Airlines just can't stay away from discounting to fill what would otherwise be empty seats.

Northwest Airlines is offering an international sale for spring and summer travel with fares as much as 30% off.

Then Trans World Airlines set off a domestic price battle with savings of up to 35% for travel through May 15. The carrier, as a bonus, slashed fares up to 45% between Northeast cities and Florida through Feb. 15, citing severe weather as one reason.

"We have not been the ones out there with consistent fare promotions, but we saw ... that people in the Northeast who have to put up with the cold weather might want to get away," said Don Fleming, TWA director of corporate communicatons.

It doesn't take much to get a sale going these days: Elvis' birthday, cold weather, you name it.

These back-to-back sales are redefining airline marketing. Rampant discounting is turning the industry into a commodity business like never before. Brand loyalty is becoming history except for those business travelers faithful to their frequent-flier perks.
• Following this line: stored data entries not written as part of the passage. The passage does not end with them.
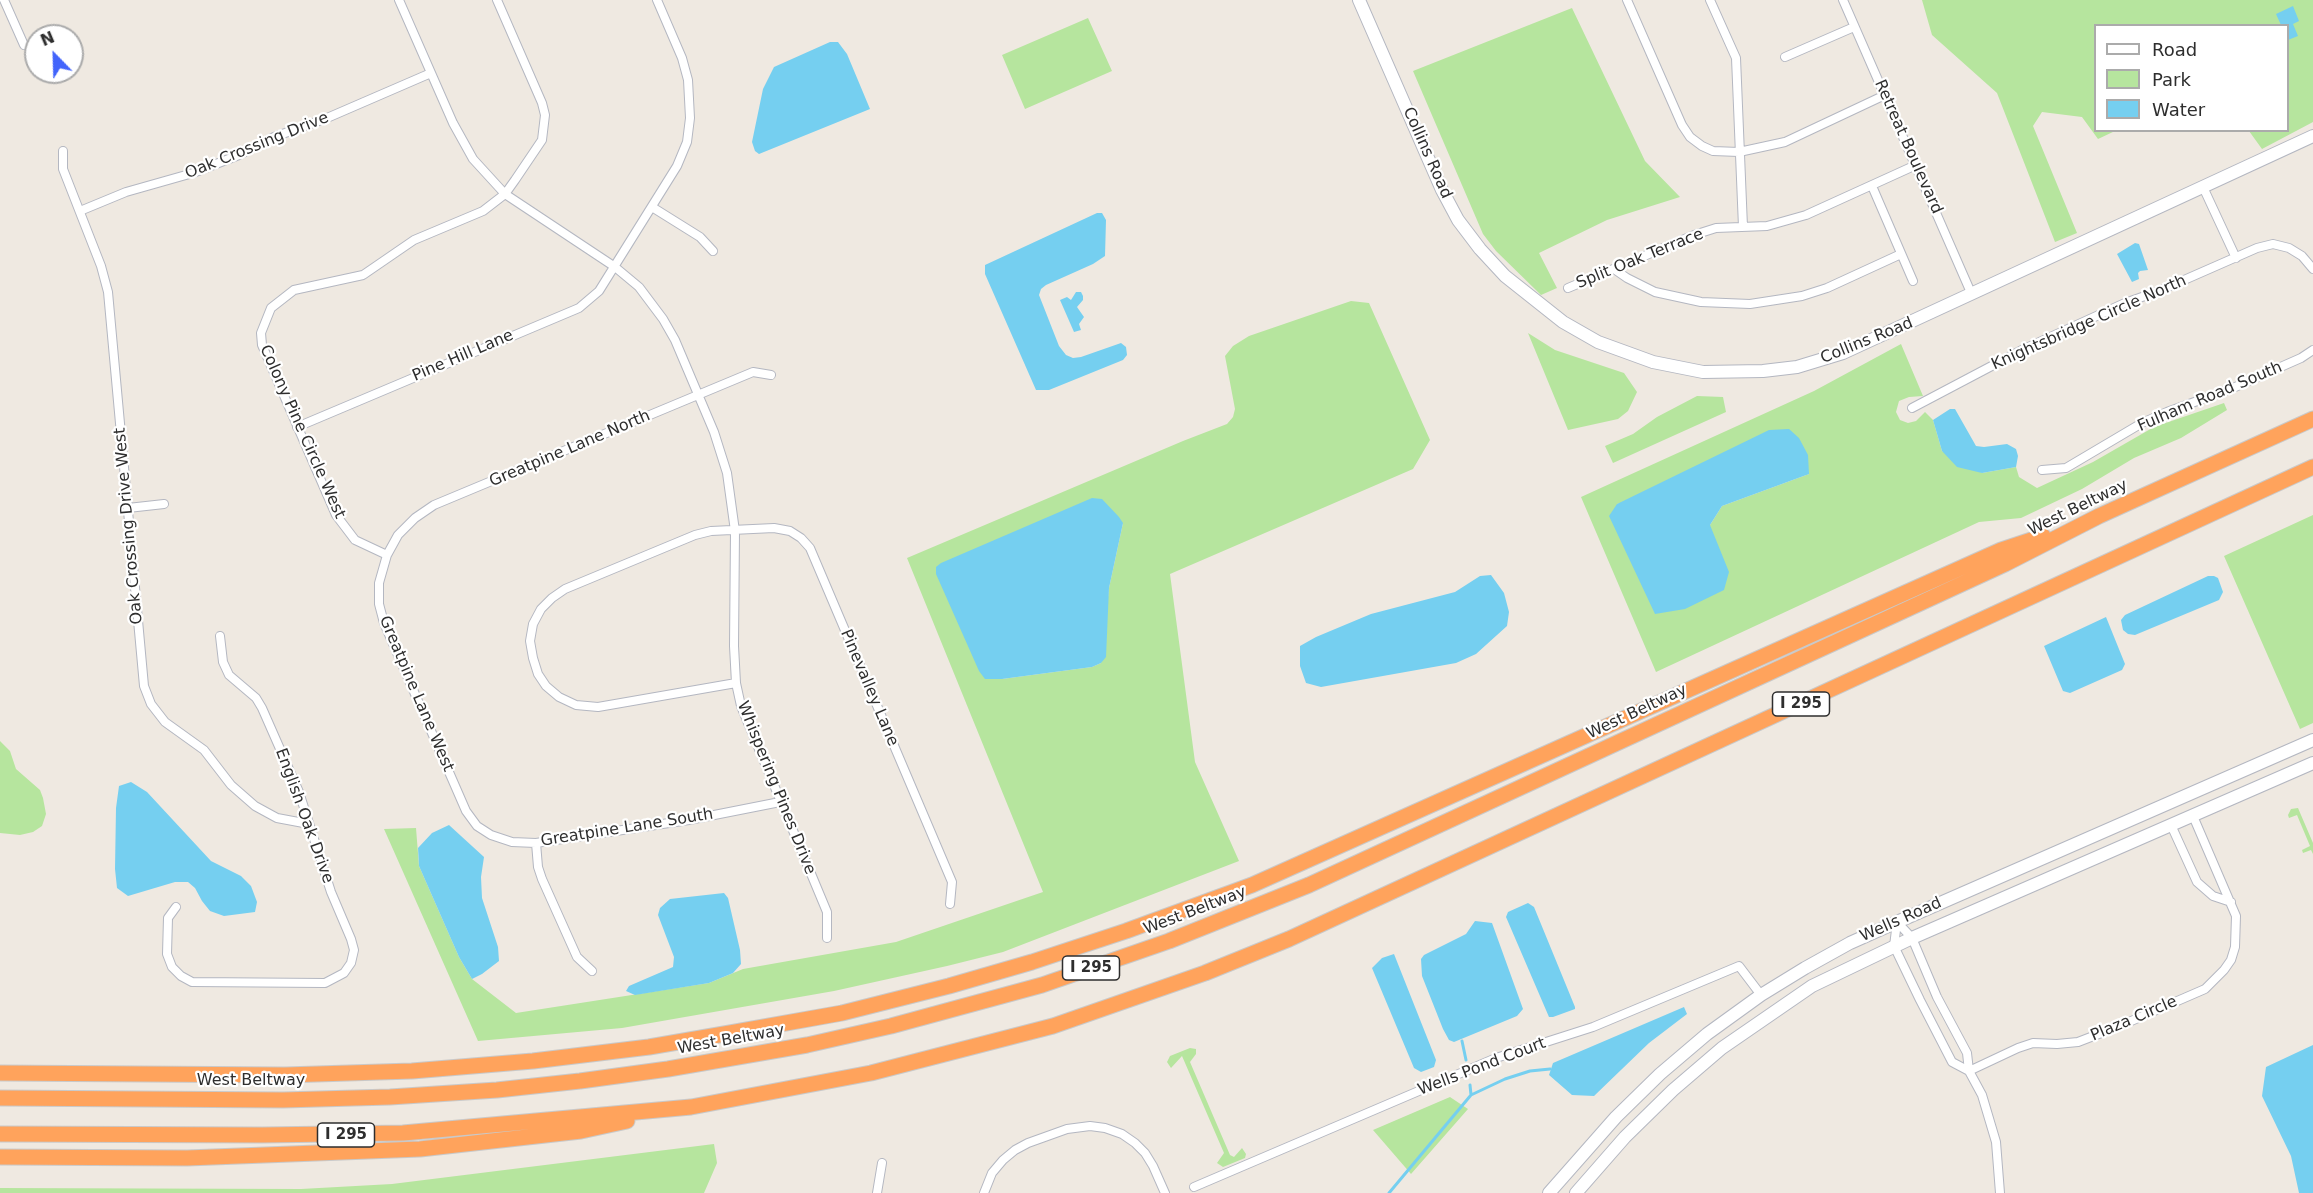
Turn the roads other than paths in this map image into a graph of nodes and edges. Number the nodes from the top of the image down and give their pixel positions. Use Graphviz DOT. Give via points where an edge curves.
graph roads {
  1 [pos="4,0"];
  2 [pos="399,0"];
  3 [pos="498,0"];
  4 [pos="657,0"];
  5 [pos="1359,0"];
  6 [pos="1627,0"];
  7 [pos="1710,0"];
  8 [pos="1843,0"];
  9 [pos="1854,27"];
  10 [pos="24,45"];
  11 [pos="1785,57"];
  12 [pos="431,73"];
  13 [pos="1885,95"];
  14 [pos="2313,136"];
  15 [pos="63,151"];
  16 [pos="1739,152"];
  17 [pos="1916,165"];
  18 [pos="1872,186"];
  19 [pos="2203,187"];
  20 [pos="505,194"];
  21 [pos="652,207"];
  22 [pos="80,211"];
  23 [pos="1743,227"];
  24 [pos="713,251"];
  25 [pos="1901,255"];
  26 [pos="2235,258"];
  27 [pos="615,267"];
  28 [pos="1614,268"];
  29 [pos="2313,268"];
  30 [pos="1913,281"];
  31 [pos="1568,288"];
  32 [pos="1972,295"];
  33 [pos="2313,350"];
  34 [pos="771,375"];
  35 [pos="698,395"];
  36 [pos="1912,408"];
  37 [pos="2313,419"];
  38 [pos="297,427"];
  39 [pos="2313,466"];
  40 [pos="2042,470"];
  41 [pos="164,504"];
  42 [pos="128,508"];
  43 [pos="2099,516"];
  44 [pos="735,531"];
  45 [pos="387,555"];
  46 [pos="219,636"];
  47 [pos="736,683"];
  48 [pos="2313,740"];
  49 [pos="2313,763"];
  50 [pos="2174,801"];
  51 [pos="780,802"];
  52 [pos="2182,820"];
  53 [pos="309,824"];
  54 [pos="477,826"];
  55 [pos="536,843"];
  56 [pos="2231,902"];
  57 [pos="951,904"];
  58 [pos="176,907"];
  59 [pos="1897,922"];
  60 [pos="827,938"];
  61 [pos="1912,938"];
  62 [pos="1894,946"];
  63 [pos="592,971"];
  64 [pos="1761,995"];
  65 [pos="0,1071"];
  66 [pos="1969,1071"];
  67 [pos="0,1098"];
  68 [pos="691,1107"];
  69 [pos="0,1134"];
  70 [pos="0,1157"];
  71 [pos="882,1163"];
  72 [pos="1194,1187"];
  73 [pos="877,1193"];
  74 [pos="984,1193"];
  75 [pos="1165,1193"];
  76 [pos="1549,1193"];
  77 [pos="1576,1193"];
  78 [pos="2000,1193"];
  1 -- 10 [label="street"];
  2 -- 12 [label="street, Whispering Pines Drive"];
  3 -- 20 [label="street" via="545,115 542,140"];
  4 -- 21 [label="street, Pine Hill Lane" via="682,58 688,80 690,118 687,142 677,166"];
  5 -- 32 [label="main road, Collins Road" via="1458,220 1512,282 1563,322 1598,342 1676,367 1719,373 1763,371 1842,353"];
  6 -- 16 [label="street" via="1690,137 1713,151"];
  7 -- 16 [label="street" via="1736,58"];
  8 -- 9 [label="street, Retreat Boulevard"];
  9 -- 11 [label="street"];
  9 -- 13 [label="street, Retreat Boulevard"];
  12 -- 20 [label="street, Whispering Pines Drive" via="473,159"];
  12 -- 22 [label="street, Oak Crossing Drive" via="239,155"];
  13 -- 16 [label="street" via="1785,142"];
  13 -- 17 [label="street, Retreat Boulevard"];
  14 -- 19 [label="main road, Collins Road"];
  15 -- 22 [label="street, Oak Crossing Drive West" via="63,169"];
  16 -- 23 [label="street"];
  17 -- 18 [label="street, Split Oak Terrace"];
  17 -- 32 [label="street, Retreat Boulevard"];
  18 -- 23 [label="street, Split Oak Terrace" via="1806,215 1767,226"];
  18 -- 25 [label="street"];
  19 -- 26 [label="street"];
  19 -- 32 [label="main road, Collins Road"];
  20 -- 27 [label="street, Whispering Pines Drive"];
  20 -- 38 [label="street, Colony Pine Circle West" via="483,211 402,247 363,275 294,290 272,308 261,333 262,345"];
  21 -- 24 [label="street" via="700,237"];
  21 -- 27 [label="street, Pine Hill Lane"];
  22 -- 42 [label="street, Oak Crossing Drive West" via="108,292"];
  23 -- 28 [label="street, Split Oak Terrace" via="1716,228"];
  25 -- 28 [label="street" via="1810,294 1750,304 1701,302 1655,292"];
  25 -- 30 [label="street"];
  26 -- 29 [label="street, Knightsbridge Circle North" via="2273,244 2302,256"];
  26 -- 36 [label="street, Knightsbridge Circle North" via="2022,350"];
  27 -- 35 [label="street, Whispering Pines Drive" via="639,287 663,319"];
  27 -- 38 [label="street, Pine Hill Lane" via="599,291 579,308"];
  28 -- 31 [label="street, Split Oak Terrace"];
  33 -- 40 [label="street, Fulham Road South" via="2233,388 2151,419 2066,468"];
  34 -- 35 [label="street, Greatpine Lane North" via="753,372"];
  35 -- 44 [label="street, Whispering Pines Drive" via="727,472"];
  35 -- 45 [label="street, Greatpine Lane North" via="434,505 398,535"];
  37 -- 43 [label="highway, West Beltway / I 295"];
  38 -- 45 [label="street, Colony Pine Circle West" via="343,526 355,540"];
  39 -- 68 [label="highway, I 295" via="1289,939 1205,973 1053,1026 981,1045 871,1073"];
  41 -- 42 [label="street"];
  42 -- 53 [label="street, Oak Crossing Drive West" via="144,686 151,704 165,722 204,750 255,806 277,818"];
  43 -- 65 [label="highway" via="2001,550 1252,885 1126,931 949,986 842,1013 649,1047 533,1061 305,1075"];
  43 -- 67 [label="highway, West Beltway / I 295" via="2006,564 1309,885 1169,941 1042,985 960,1008 828,1041 739,1058 509,1089 283,1100"];
  44 -- 47 [label="street, Whispering Pines Drive"];
  44 -- 47 [label="street, Pinevalley Lane" via="695,535 565,589 541,609 530,641 538,674 546,686 576,705 598,707"];
  44 -- 57 [label="street, Pinevalley Lane" via="790,531 810,548 952,882"];
  45 -- 54 [label="street, Greatpine Lane West" via="379,583 384,623 466,811"];
  46 -- 53 [label="street, English Oak Drive" via="229,675 262,708"];
  47 -- 51 [label="street, Whispering Pines Drive" via="747,724"];
  48 -- 50 [label="main road, Wells Road"];
  49 -- 52 [label="main road, Wells Road"];
  50 -- 52 [label="main road"];
  50 -- 59 [label="main road, Wells Road"];
  51 -- 55 [label="street, Greatpine Lane South"];
  51 -- 60 [label="street, Whispering Pines Drive" via="827,912"];
  52 -- 56 [label="street, Plaza Circle"];
  52 -- 56 [label="street" via="2197,882 2213,896"];
  52 -- 61 [label="main road, Wells Road"];
  53 -- 58 [label="street, English Oak Drive" via="354,950 344,973 326,983 192,982 172,967 167,954 168,918"];
  54 -- 55 [label="street, Greatpine Lane South" via="491,836"];
  55 -- 63 [label="street" via="538,867 551,898 577,957"];
  56 -- 66 [label="street, Plaza Circle" via="2237,922 2235,947 2224,970 2205,989 2078,1042 2033,1043 2014,1048"];
  59 -- 61 [label="street"];
  59 -- 62 [label="street"];
  59 -- 64 [label="main road, Wells Road" via="1850,943"];
  61 -- 62 [label="main road, Wells Road"];
  61 -- 66 [label="street" via="1967,1053"];
  62 -- 66 [label="street" via="1953,1062"];
  62 -- 77 [label="main road, Wells Road" via="1812,986 1722,1048 1633,1129"];
  64 -- 72 [label="street, Wells Pond Court" via="1739,966 1593,1027 1496,1058"];
  64 -- 76 [label="main road, Wells Road" via="1659,1074"];
  66 -- 78 [label="street" via="1982,1095 1996,1142"];
  68 -- 69 [label="highway, I 295" via="403,1133"];
  68 -- 70 [label="highway" via="581,1131 420,1149 187,1158"];
  71 -- 73 [label="street"];
  74 -- 75 [label="street" via="992,1173 1015,1150 1067,1129 1090,1126 1122,1134 1135,1143 1153,1166"];
}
The new formula is relatively simple: Launch a fare war-preferably during the weekend to surprise competitors and capture advertising lead time. Virtually all carriers match the sale and hustle to get their price ads in print. The sale initially is slated for four or five days but then a competitor comes in and extends it in hope of selling a few more seats. Wait a few weeks and the process begins again.

"Only a fool would buy a leisure ticket that wasn't on sale," said an airline marketing executive. "The airlines have proven they're willing to run back-to-back sales so why not wait? Airline seats are becoming more of a commodity than ever. More and more of marketing budgets are devoted to spot-sale support and less to brand building. There's just less left over for maintaining or building brands."

Still, airlines aren't backing off brand building entirely, though it's questionable how effective that will be in an increasingly price-oriented market.

American Airlines and Delta Air Lines are targeting business travelers with new image campaigns. But even business travelers are becoming more price-oriented, admitted an American spokesman, as corporate travel budgets get squeezed.

Craig Pavlus, president of Pavlus Travel Marketing, Stamford, Conn., said the business continues to be commodity-driven. "It's a low-price environment, and that will put more pressure on full-service carriers to compete in the marketplace. As much as they want to drive brand loyalty and raise fares, there are just too many seats in the sky."